The amino-terminal B-Raf-specific region mediates calcium-dependent homo- and hetero-dimerization of Raf

Abstract

B‐Raf is a key regulatory molecule of the mitogen‐activated protein kinase kinase (MEK). B‐Raf differs from the other Raf isoforms in that it has a long amino‐terminal region. By the use of probes based on the principle of fluorescence resonance energy transfer, we found that this amino‐terminal B‐Raf‐specific region is essential for homo‐dimerization of B‐Raf and hetero‐dimerization of B‐Raf and c‐Raf at the plasma membrane, followed by phosphorylation of Thr118 in the amino‐terminal B‐Raf‐specific region.

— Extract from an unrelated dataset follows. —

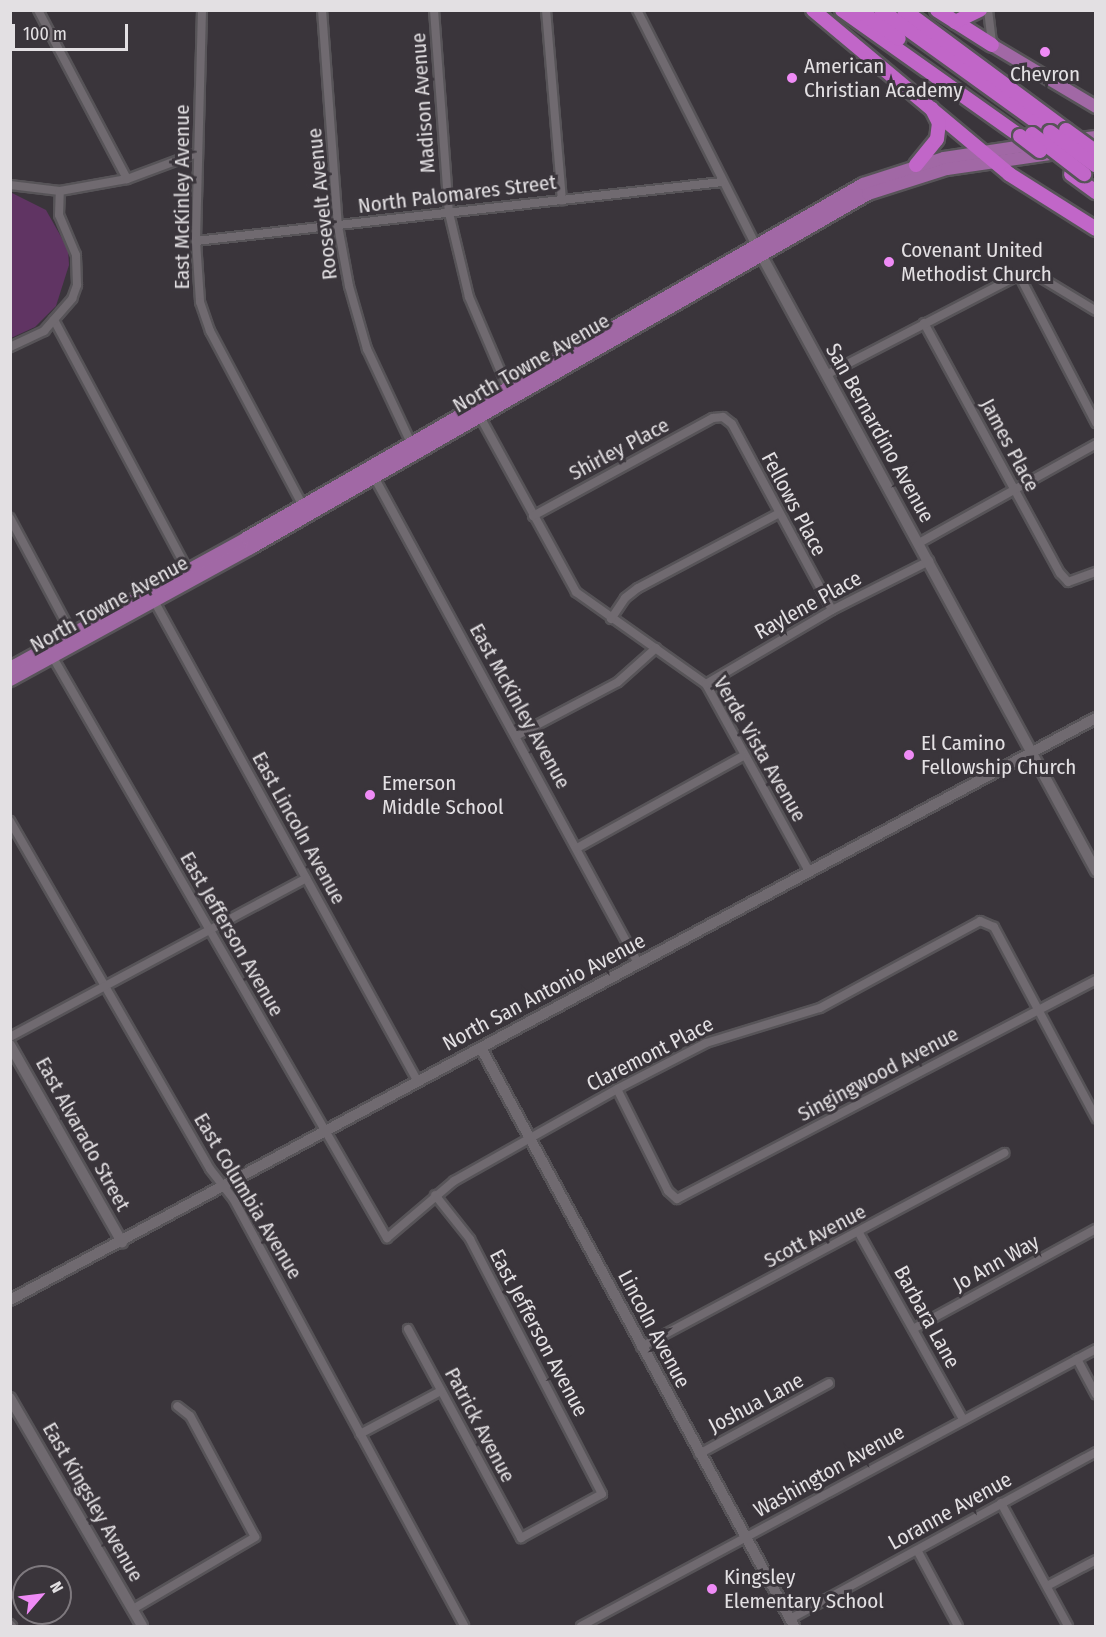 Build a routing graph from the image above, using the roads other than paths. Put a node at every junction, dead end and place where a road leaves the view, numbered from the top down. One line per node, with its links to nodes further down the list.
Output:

HeLa cells expressing B‐Raf, but not c‐Raf, or a B‐Raf mutant lacking the B‐Raf‐specific region, showed enhanced MEK phosphorylation upon stimulation with a calcium agonist. Furthermore, increases in the intracellular calcium concentration were found to be necessary for dimerization and sufficient for the plasma membrane translocation of B‐Raf. Notably, in calcium ionophore‐stimulated HeLa cells, B‐Raf could propagate signals to MEK under the basal level of GTP‐Ras. Thus, we propose that the hitherto unidentified function of the B‐Raf amino‐terminal region is to mediate calcium‐dependent activation of B‐Raf and the following MEK activation, which may occur in the absence of Ras activation.